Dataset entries
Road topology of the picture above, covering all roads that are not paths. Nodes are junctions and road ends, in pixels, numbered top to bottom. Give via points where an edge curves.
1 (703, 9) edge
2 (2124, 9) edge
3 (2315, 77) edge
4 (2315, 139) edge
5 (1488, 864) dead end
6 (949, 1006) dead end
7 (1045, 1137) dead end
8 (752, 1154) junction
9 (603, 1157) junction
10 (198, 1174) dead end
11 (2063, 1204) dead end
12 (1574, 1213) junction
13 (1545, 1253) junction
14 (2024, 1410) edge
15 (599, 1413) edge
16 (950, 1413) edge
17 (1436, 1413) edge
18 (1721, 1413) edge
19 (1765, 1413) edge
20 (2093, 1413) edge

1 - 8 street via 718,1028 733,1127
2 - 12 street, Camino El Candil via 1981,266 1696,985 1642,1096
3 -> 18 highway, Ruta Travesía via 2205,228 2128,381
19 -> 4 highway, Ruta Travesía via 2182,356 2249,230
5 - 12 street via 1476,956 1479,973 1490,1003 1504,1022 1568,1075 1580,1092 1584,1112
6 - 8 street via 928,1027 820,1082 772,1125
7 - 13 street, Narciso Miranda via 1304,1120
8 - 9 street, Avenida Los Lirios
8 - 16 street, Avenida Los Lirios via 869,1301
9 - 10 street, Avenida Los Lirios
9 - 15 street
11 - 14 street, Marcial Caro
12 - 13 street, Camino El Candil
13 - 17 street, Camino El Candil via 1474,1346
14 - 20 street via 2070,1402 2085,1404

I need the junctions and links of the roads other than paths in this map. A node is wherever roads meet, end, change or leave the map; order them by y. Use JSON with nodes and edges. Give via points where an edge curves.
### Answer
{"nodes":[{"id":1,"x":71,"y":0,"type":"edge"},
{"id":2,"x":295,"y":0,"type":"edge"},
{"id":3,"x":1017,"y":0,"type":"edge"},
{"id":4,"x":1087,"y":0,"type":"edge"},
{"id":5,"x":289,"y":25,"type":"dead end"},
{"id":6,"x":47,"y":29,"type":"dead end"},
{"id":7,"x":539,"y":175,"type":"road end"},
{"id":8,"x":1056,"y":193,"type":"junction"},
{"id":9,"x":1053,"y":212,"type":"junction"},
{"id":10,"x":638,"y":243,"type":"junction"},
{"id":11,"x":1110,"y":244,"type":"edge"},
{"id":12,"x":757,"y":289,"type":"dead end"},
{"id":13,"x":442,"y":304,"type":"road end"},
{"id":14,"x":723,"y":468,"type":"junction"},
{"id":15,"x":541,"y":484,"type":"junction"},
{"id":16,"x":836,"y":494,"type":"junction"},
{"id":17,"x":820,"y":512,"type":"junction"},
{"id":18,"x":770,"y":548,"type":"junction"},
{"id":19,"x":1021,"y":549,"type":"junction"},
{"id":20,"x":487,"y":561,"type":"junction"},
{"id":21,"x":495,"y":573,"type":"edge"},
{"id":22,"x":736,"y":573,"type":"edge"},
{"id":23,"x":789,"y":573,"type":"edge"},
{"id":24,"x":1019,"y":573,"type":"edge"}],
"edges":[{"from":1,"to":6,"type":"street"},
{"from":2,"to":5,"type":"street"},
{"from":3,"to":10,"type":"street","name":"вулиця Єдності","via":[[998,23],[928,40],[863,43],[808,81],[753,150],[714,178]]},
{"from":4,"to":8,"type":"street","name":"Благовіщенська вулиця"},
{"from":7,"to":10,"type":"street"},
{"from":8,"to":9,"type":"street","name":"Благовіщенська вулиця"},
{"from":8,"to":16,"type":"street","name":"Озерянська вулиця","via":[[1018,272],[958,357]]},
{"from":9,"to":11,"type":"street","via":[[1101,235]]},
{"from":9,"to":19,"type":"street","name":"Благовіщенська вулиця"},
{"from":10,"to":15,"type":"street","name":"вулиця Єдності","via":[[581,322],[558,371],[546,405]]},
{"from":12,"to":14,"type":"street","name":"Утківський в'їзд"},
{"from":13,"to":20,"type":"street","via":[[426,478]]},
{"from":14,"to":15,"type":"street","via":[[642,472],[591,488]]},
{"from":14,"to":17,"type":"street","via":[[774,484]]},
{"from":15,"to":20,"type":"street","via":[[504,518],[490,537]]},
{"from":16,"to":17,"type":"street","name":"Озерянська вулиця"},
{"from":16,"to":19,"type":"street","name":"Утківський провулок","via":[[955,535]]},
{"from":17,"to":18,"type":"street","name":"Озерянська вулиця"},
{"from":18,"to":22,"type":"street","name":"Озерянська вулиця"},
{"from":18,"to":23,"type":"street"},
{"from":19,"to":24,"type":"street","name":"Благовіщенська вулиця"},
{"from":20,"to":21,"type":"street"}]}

EXERCISE: All of the data should be retyped exactly.

SOLUTION FOR THIS PROBLEM:
Road topology of the picture above, covering all roads that are not paths. Nodes are junctions and road ends, in pixels, numbered top to bottom. Give via points where an edge curves.
1 (703, 9) edge
2 (2124, 9) edge
3 (2315, 77) edge
4 (2315, 139) edge
5 (1488, 864) dead end
6 (949, 1006) dead end
7 (1045, 1137) dead end
8 (752, 1154) junction
9 (603, 1157) junction
10 (198, 1174) dead end
11 (2063, 1204) dead end
12 (1574, 1213) junction
13 (1545, 1253) junction
14 (2024, 1410) edge
15 (599, 1413) edge
16 (950, 1413) edge
17 (1436, 1413) edge
18 (1721, 1413) edge
19 (1765, 1413) edge
20 (2093, 1413) edge

1 - 8 street via 718,1028 733,1127
2 - 12 street, Camino El Candil via 1981,266 1696,985 1642,1096
3 -> 18 highway, Ruta Travesía via 2205,228 2128,381
19 -> 4 highway, Ruta Travesía via 2182,356 2249,230
5 - 12 street via 1476,956 1479,973 1490,1003 1504,1022 1568,1075 1580,1092 1584,1112
6 - 8 street via 928,1027 820,1082 772,1125
7 - 13 street, Narciso Miranda via 1304,1120
8 - 9 street, Avenida Los Lirios
8 - 16 street, Avenida Los Lirios via 869,1301
9 - 10 street, Avenida Los Lirios
9 - 15 street
11 - 14 street, Marcial Caro
12 - 13 street, Camino El Candil
13 - 17 street, Camino El Candil via 1474,1346
14 - 20 street via 2070,1402 2085,1404

I need the junctions and links of the roads other than paths in this map. A node is wherever roads meet, end, change or leave the map; order them by y. Use JSON with nodes and edges. Give via points where an edge curves.
### Answer
{"nodes":[{"id":1,"x":71,"y":0,"type":"edge"},
{"id":2,"x":295,"y":0,"type":"edge"},
{"id":3,"x":1017,"y":0,"type":"edge"},
{"id":4,"x":1087,"y":0,"type":"edge"},
{"id":5,"x":289,"y":25,"type":"dead end"},
{"id":6,"x":47,"y":29,"type":"dead end"},
{"id":7,"x":539,"y":175,"type":"road end"},
{"id":8,"x":1056,"y":193,"type":"junction"},
{"id":9,"x":1053,"y":212,"type":"junction"},
{"id":10,"x":638,"y":243,"type":"junction"},
{"id":11,"x":1110,"y":244,"type":"edge"},
{"id":12,"x":757,"y":289,"type":"dead end"},
{"id":13,"x":442,"y":304,"type":"road end"},
{"id":14,"x":723,"y":468,"type":"junction"},
{"id":15,"x":541,"y":484,"type":"junction"},
{"id":16,"x":836,"y":494,"type":"junction"},
{"id":17,"x":820,"y":512,"type":"junction"},
{"id":18,"x":770,"y":548,"type":"junction"},
{"id":19,"x":1021,"y":549,"type":"junction"},
{"id":20,"x":487,"y":561,"type":"junction"},
{"id":21,"x":495,"y":573,"type":"edge"},
{"id":22,"x":736,"y":573,"type":"edge"},
{"id":23,"x":789,"y":573,"type":"edge"},
{"id":24,"x":1019,"y":573,"type":"edge"}],
"edges":[{"from":1,"to":6,"type":"street"},
{"from":2,"to":5,"type":"street"},
{"from":3,"to":10,"type":"street","name":"вулиця Єдності","via":[[998,23],[928,40],[863,43],[808,81],[753,150],[714,178]]},
{"from":4,"to":8,"type":"street","name":"Благовіщенська вулиця"},
{"from":7,"to":10,"type":"street"},
{"from":8,"to":9,"type":"street","name":"Благовіщенська вулиця"},
{"from":8,"to":16,"type":"street","name":"Озерянська вулиця","via":[[1018,272],[958,357]]},
{"from":9,"to":11,"type":"street","via":[[1101,235]]},
{"from":9,"to":19,"type":"street","name":"Благовіщенська вулиця"},
{"from":10,"to":15,"type":"street","name":"вулиця Єдності","via":[[581,322],[558,371],[546,405]]},
{"from":12,"to":14,"type":"street","name":"Утківський в'їзд"},
{"from":13,"to":20,"type":"street","via":[[426,478]]},
{"from":14,"to":15,"type":"street","via":[[642,472],[591,488]]},
{"from":14,"to":17,"type":"street","via":[[774,484]]},
{"from":15,"to":20,"type":"street","via":[[504,518],[490,537]]},
{"from":16,"to":17,"type":"street","name":"Озерянська вулиця"},
{"from":16,"to":19,"type":"street","name":"Утківський провулок","via":[[955,535]]},
{"from":17,"to":18,"type":"street","name":"Озерянська вулиця"},
{"from":18,"to":22,"type":"street","name":"Озерянська вулиця"},
{"from":18,"to":23,"type":"street"},
{"from":19,"to":24,"type":"street","name":"Благовіщенська вулиця"},
{"from":20,"to":21,"type":"street"}]}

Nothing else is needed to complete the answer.